• YOUR INSTRUCTIONS: Return the data verbatim, without pictures.

• AVAILABLE DATA:
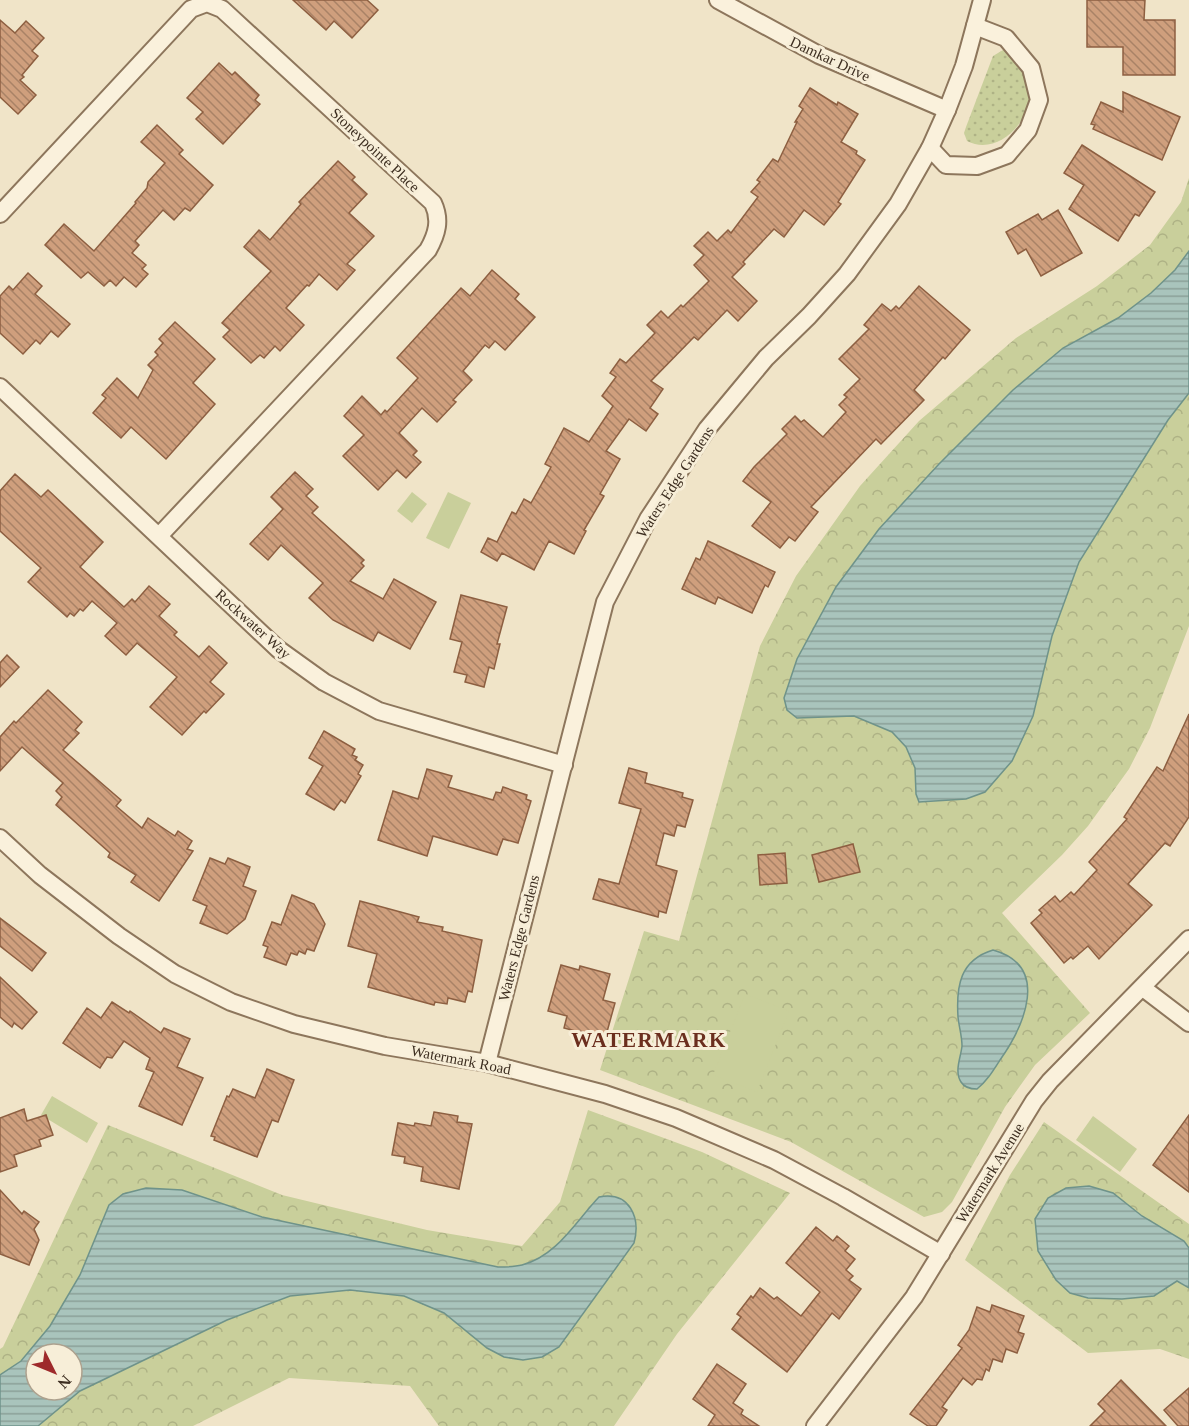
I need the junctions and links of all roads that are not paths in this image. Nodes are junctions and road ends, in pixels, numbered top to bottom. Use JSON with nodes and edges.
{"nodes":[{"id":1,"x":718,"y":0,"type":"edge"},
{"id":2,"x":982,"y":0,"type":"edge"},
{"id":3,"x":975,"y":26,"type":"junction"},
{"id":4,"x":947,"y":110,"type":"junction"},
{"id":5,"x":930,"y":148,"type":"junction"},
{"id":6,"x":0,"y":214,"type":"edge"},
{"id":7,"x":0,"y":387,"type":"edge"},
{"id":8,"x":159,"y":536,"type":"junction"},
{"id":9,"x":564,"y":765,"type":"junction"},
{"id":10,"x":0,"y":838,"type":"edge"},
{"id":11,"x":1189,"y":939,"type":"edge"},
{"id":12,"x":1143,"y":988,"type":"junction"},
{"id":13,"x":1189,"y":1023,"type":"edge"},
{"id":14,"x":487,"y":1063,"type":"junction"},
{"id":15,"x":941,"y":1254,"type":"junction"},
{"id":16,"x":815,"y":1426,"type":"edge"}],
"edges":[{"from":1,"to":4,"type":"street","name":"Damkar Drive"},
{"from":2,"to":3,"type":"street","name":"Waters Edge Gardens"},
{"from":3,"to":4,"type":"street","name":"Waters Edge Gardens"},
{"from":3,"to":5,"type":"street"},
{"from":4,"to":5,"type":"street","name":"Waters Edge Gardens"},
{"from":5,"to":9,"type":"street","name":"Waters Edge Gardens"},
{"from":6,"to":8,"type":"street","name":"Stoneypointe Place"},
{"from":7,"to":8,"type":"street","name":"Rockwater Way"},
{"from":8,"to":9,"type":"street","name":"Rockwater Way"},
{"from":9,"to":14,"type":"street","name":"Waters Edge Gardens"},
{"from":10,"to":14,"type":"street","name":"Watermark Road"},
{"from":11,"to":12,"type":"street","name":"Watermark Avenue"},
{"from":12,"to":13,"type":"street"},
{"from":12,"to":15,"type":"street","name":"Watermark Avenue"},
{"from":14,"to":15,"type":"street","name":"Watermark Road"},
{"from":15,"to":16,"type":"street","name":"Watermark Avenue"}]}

• OUTPUT:
I need the junctions and links of all roads that are not paths in this image. Nodes are junctions and road ends, in pixels, numbered top to bottom. Use JSON with nodes and edges.
{"nodes":[{"id":1,"x":718,"y":0,"type":"edge"},
{"id":2,"x":982,"y":0,"type":"edge"},
{"id":3,"x":975,"y":26,"type":"junction"},
{"id":4,"x":947,"y":110,"type":"junction"},
{"id":5,"x":930,"y":148,"type":"junction"},
{"id":6,"x":0,"y":214,"type":"edge"},
{"id":7,"x":0,"y":387,"type":"edge"},
{"id":8,"x":159,"y":536,"type":"junction"},
{"id":9,"x":564,"y":765,"type":"junction"},
{"id":10,"x":0,"y":838,"type":"edge"},
{"id":11,"x":1189,"y":939,"type":"edge"},
{"id":12,"x":1143,"y":988,"type":"junction"},
{"id":13,"x":1189,"y":1023,"type":"edge"},
{"id":14,"x":487,"y":1063,"type":"junction"},
{"id":15,"x":941,"y":1254,"type":"junction"},
{"id":16,"x":815,"y":1426,"type":"edge"}],
"edges":[{"from":1,"to":4,"type":"street","name":"Damkar Drive"},
{"from":2,"to":3,"type":"street","name":"Waters Edge Gardens"},
{"from":3,"to":4,"type":"street","name":"Waters Edge Gardens"},
{"from":3,"to":5,"type":"street"},
{"from":4,"to":5,"type":"street","name":"Waters Edge Gardens"},
{"from":5,"to":9,"type":"street","name":"Waters Edge Gardens"},
{"from":6,"to":8,"type":"street","name":"Stoneypointe Place"},
{"from":7,"to":8,"type":"street","name":"Rockwater Way"},
{"from":8,"to":9,"type":"street","name":"Rockwater Way"},
{"from":9,"to":14,"type":"street","name":"Waters Edge Gardens"},
{"from":10,"to":14,"type":"street","name":"Watermark Road"},
{"from":11,"to":12,"type":"street","name":"Watermark Avenue"},
{"from":12,"to":13,"type":"street"},
{"from":12,"to":15,"type":"street","name":"Watermark Avenue"},
{"from":14,"to":15,"type":"street","name":"Watermark Road"},
{"from":15,"to":16,"type":"street","name":"Watermark Avenue"}]}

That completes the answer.